O vereador Marcos Henriques afirmou que, de acordo com dados do Ministério Público da Paraíba, em 70% dos casos de violência sexual contra crianças e adolescente o agressor é o pai ou o padrasto da vítima. “A maioria dos casos é dentro de casa. É importante que possamos criar leis. O legislativo precisa ser atuante nos seus municípios e no seu estado”, afirmou.
 
O vereador propôs a criação de uma Frente Parlamentar conjunta, entre a Câmara Municipal de João Pessoa e a ALPB, com o intuito de elaborar soluções de enfrentamento a esta modalidade de crime. “Vamos fazer uma Frente mista para que a gente possa socializar informações e, sobretudo, para que a gente possa, realmente, fazer com que a criança e o adolescente se sintam representados”, declarou.
 
A presidente do Conselho Estadual de Direitos da Criança e do Adolescente, Josiana Francisca da Silva, parabenizou a Assembleia pela realização do debate e chamou atenção dos presentes para que, unidos com toda a rede de proteção à criança e ao adolescente, possam encorajar e incentivar a realização da denúncia. “Precisamos estar atentos, alertas para esta situação que acaba todos os dias com as nossas crianças e adolescentes.
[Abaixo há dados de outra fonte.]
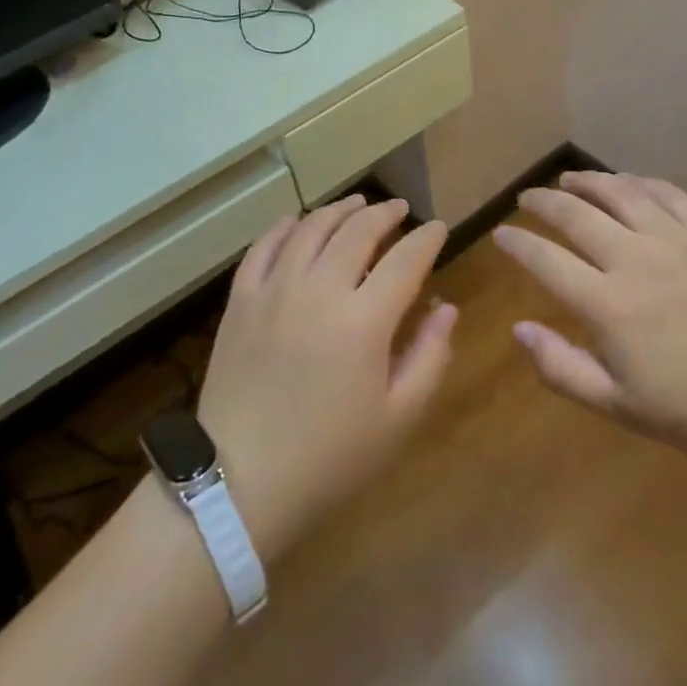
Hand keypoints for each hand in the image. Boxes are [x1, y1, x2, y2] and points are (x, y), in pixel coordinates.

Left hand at [196, 194, 456, 561]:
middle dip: (386, 213)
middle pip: (358, 230)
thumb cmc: (330, 456)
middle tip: (400, 209)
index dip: (427, 238)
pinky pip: (264, 246)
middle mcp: (319, 289)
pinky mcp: (241, 299)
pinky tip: (297, 220)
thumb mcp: (397, 418)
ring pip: (312, 228)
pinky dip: (285, 226)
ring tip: (357, 204)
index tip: (438, 228)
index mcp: (364, 320)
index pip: (405, 259)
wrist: (241, 481)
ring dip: (339, 210)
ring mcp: (275, 289)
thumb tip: (445, 307)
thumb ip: (429, 356)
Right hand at [495, 171, 686, 467]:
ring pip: (619, 192)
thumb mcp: (622, 407)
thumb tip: (519, 329)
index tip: (501, 234)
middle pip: (575, 214)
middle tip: (527, 197)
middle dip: (543, 202)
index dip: (517, 243)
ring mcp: (675, 238)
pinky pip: (666, 192)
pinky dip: (638, 182)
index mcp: (608, 304)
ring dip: (587, 181)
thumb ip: (563, 369)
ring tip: (568, 179)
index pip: (545, 260)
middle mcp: (634, 258)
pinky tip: (628, 182)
É importante que a gente continue no caminho de incentivo à denúncia para que as pessoas continuem notificando”, observou Josiana.
 
Garantir que crianças e adolescentes vítimas de violência, através da Lei 3.431/2017, sejam ouvidas em depoimento especial, assim como, a ampliação e capacitação das equipes e criação do Centro de Referência de Atendimento à Criança Vítima de Violência, como preconiza o próprio Plano Decenal de Proteção à Criança e ao Adolescente em situação de abuso e de exploração sexual, são alguns dos encaminhamentos que serão levados ao Governo da Paraíba, como resultado do debate realizado pela ALPB.
 
Também participaram da audiência a gerente Executiva da Proteção Social, da Secretaria de Estado do Desenvolvimento Humano, Madalena Dias; a representante da Rede de Enfrentamento ao Abuso e Exploração Sexual de Criança e Adolescente (Redexe), Irene Marinheiro; a Adolescente Protagonista da rede Margarida Pró-Crianças e Adolescentes da Paraíba, Niedja Rayla; o presidente da Acontpab, Carlos Ribeiro; o representante do Conselho dos Direitos das Crianças e Adolescentes de João Pessoa, Renato Lucena; a representante do departamento de Serviço Social da Universidade Federal da Paraíba (UFPB), professora Marlene Araújo; a presidente da Comissão de Direitos da Criança e do Adolescente da OAB-PB, Michele Ferrari; a presidente da PBTur, Ruth Avelino; além de estudantes, membros de conselhos tutelares e representantes da sociedade civil organizada.